2007-03-23 11:50:27 · 3 answers · asked by don n 6 in Education & Reference Words & Wordplay

3 answers

This is an ancient expression: we have a reference to this dating back to 1350, and it also appears in the fourteenth-century work The Vision of Piers Plowman and in Shakespeare’s Henry IV. Another expression, of rather later date, is as dead as a herring, because most people only saw herrings when they were long dead and preserved; there are other similes with the same meaning, such as dead as mutton, or dead as a stone.

But why particularly a doornail, rather than just any old nail? Could it be because of the repetition of sounds, and the much better rhythm of the phrase compared with the version without door? Almost certainly the euphony has caused the phrase to survive longer than the alternatives I’ve quoted. But could there something special about a doornail?

The usual reason given is that a doornail was one of the heavy studded nails on the outside of a medieval door, or possibly that the phrase refers to the particularly big one on which the knocker rested. A doornail, because of its size and probable antiquity, would seem dead enough for any proverb; the one on which the knocker sat might be thought particularly dead because of the number of times it had been knocked on the head.

But William and Mary Morris, in The Morris Dictionary of Word and Phrase Origins, quote a correspondent who points out that it could come from a standard term in carpentry. If you hammer a nail through a piece of timber and then flatten the end over on the inside so it can’t be removed again (a technique called clinching), the nail is said to be dead, because you can’t use it again. Doornails would very probably have been subjected to this treatment to give extra strength in the years before screws were available. So they were dead because they’d been clinched. It sounds plausible, but whether it’s right or not we will probably never know.

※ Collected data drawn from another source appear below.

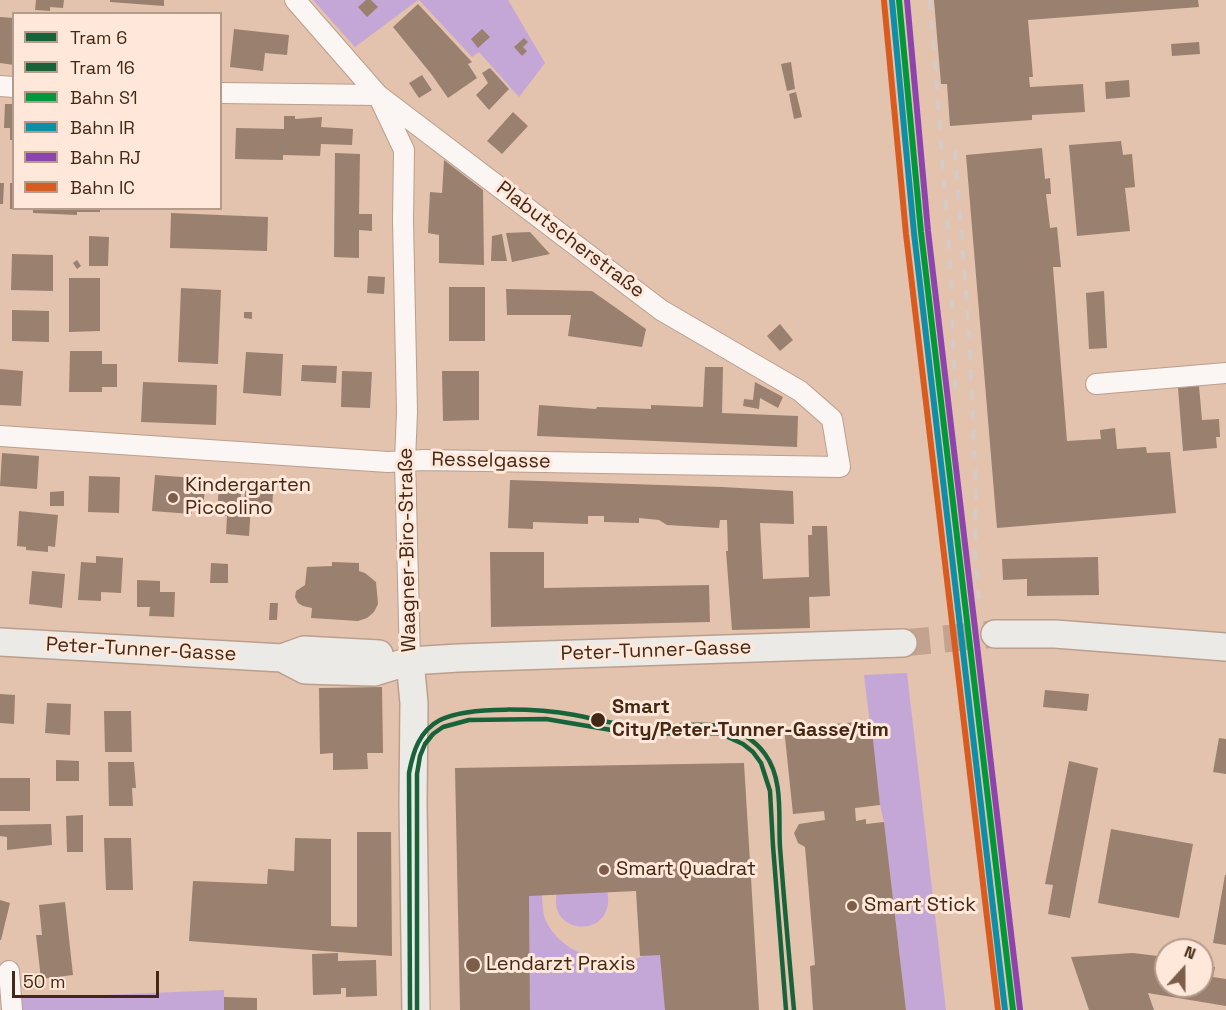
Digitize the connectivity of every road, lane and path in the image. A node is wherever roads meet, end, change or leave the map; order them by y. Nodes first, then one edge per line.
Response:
1 (295, 0) edge
2 (222, 93) edge
3 (378, 95) junction
4 (1226, 373) edge
5 (1096, 384) dead end
6 (0, 436) edge
7 (405, 460) junction
8 (840, 467) joint
9 (995, 634) tunnel mouth
10 (0, 642) edge
11 (903, 643) tunnel mouth
12 (1226, 647) edge
13 (410, 661) junction
14 (9, 971) dead end
15 (12, 1010) edge
16 (417, 1010) edge

1 - 3 street, Plabutscherstraße
2 - 3 street
3 - 7 street, Waagner-Biro-Straße
3 - 8 street, Plabutscherstraße
4 - 5 street
6 - 7 street, Resselgasse
7 - 8 street, Resselgasse
7 - 13 street, Waagner-Biro-Straße
9 - 12 main road
10 - 13 main road, Peter-Tunner-Gasse
11 - 13 main road, Peter-Tunner-Gasse
13 - 16 main road, Waagner-Biro-Straße
14 - 15 street

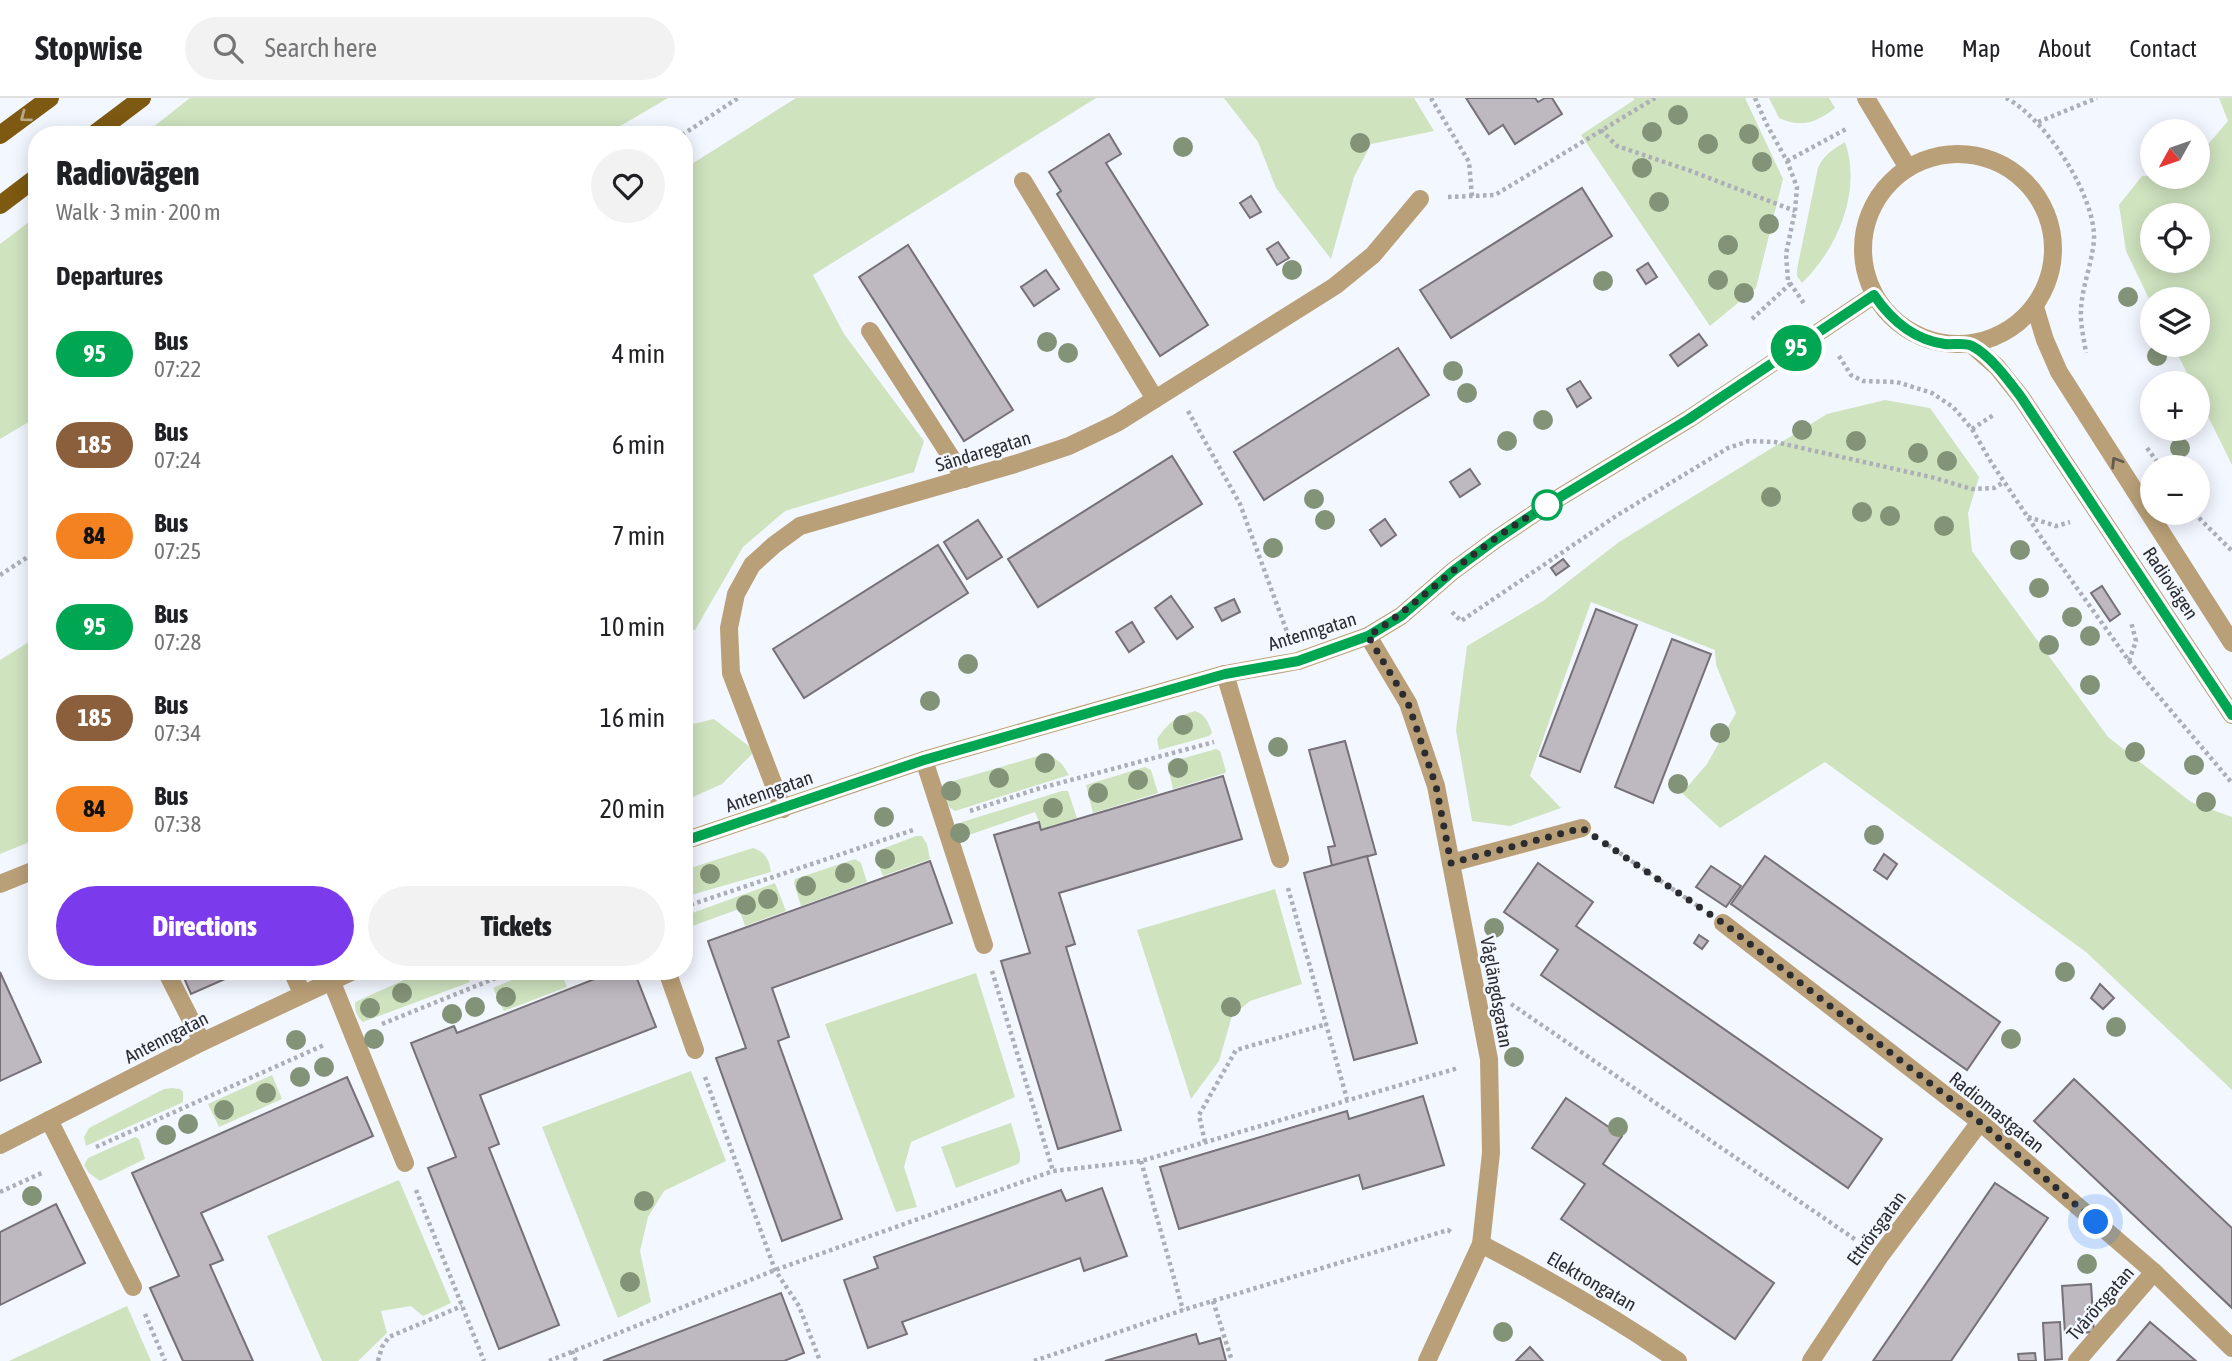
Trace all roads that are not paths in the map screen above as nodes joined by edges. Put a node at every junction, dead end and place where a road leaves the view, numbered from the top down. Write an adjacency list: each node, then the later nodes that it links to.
1 (50, 98): 5 (main road, one-way to 5)
2 (142, 98): 4 (main road)
3 (1871, 105): 6 (street)
4 (105, 126)
5 (0, 135)
6 (1908, 168): 11 (street); 12 (street)
7 (1023, 181): 15 (street)
8 (28, 184): 10 (main road)
9 (1420, 199): 15 (street, Sändaregatan)
10 (0, 205)
11 (1874, 295): 14 (street); 17 (street, Antenngatan)
12 (2035, 307): 14 (street); 18 (street, Radiovägen, one-way to 12)
13 (870, 331): 16 (street)
14 (1970, 344): 20 (street, Radiovägen)
15 (1154, 399): 16 (street, Sändaregatan)
16 (965, 478): 22 (street, Sändaregatan)
17 (1368, 636): 19 (street, Antenngatan); 26 (street, Våglängdsgatan)
18 (2232, 643)
19 (1225, 674): 21 (street, Antenngatan); 25 (street)
20 (2232, 715)
21 (924, 760): 22 (street, Antenngatan); 30 (street)
22 (783, 809): 24 (street, Antenngatan)
23 (1582, 828): 26 (street)
24 (693, 838)
25 (1280, 859)
26 (1451, 863): 42 (street, Våglängdsgatan)
27 (28, 873): 28 (street)
28 (0, 884)
29 (1723, 923): 39 (street, Radiomastgatan)
30 (984, 946)
31 (171, 980): 36 (street)
32 (296, 980): 35 (street)
33 (331, 980): 35 (street, Antenngatan); 41 (street)
34 (670, 980): 37 (street)
35 (302, 993): 36 (street, Antenngatan)
36 (202, 1042): 38 (street, Antenngatan)
37 (695, 1050)
38 (48, 1120): 40 (street, Antenngatan); 44 (street)
39 (1980, 1122): 43 (street, Radiomastgatan); 48 (street, Ettrörsgatan)
40 (0, 1145)
41 (405, 1164)
42 (1481, 1244): 46 (street, Våglängdsgatan); 47 (street, Elektrongatan)
43 (2154, 1272): 45 (street, Radiomastgatan); 49 (street, Tvårörsgatan)
44 (133, 1287)
45 (2232, 1348)
46 (1427, 1361)
47 (1678, 1361)
48 (1811, 1361)
49 (2077, 1361)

2007-03-23 11:58:43 · answer #1 · answered by Roxas of Organization 13 7 · 0 0

DEAD AS A DOORNAIL - "Since ordinary nails aren't used in making doors, perhaps the 'nail' in this phrase, which can be traced all the way back to 1350, was a small metal plate nailed on a door that visitors pounded with the knockers attached to it when announcing their arrival. Life would eventually be pounded out of the 'nail' in that way. Then again the 'nail' could be the heavy-handed decorative nails outer doors were studded with, though why these doornails would be regarded as any 'deader' than say, coffin nails is a mystery. It has even been suggested that since nails were ordinarily used for doors, the phrase means 'dead as something that never existed.' Anyway, people are still getting good mileage out of the expression, as did Langland in 'Piers Plowman,' Shakespeare more than once, and Dickens in 'A Christmas Carol. "Dumb as a doornail' and 'deaf as a doornail' are variations on the phrase that appeared after its coining."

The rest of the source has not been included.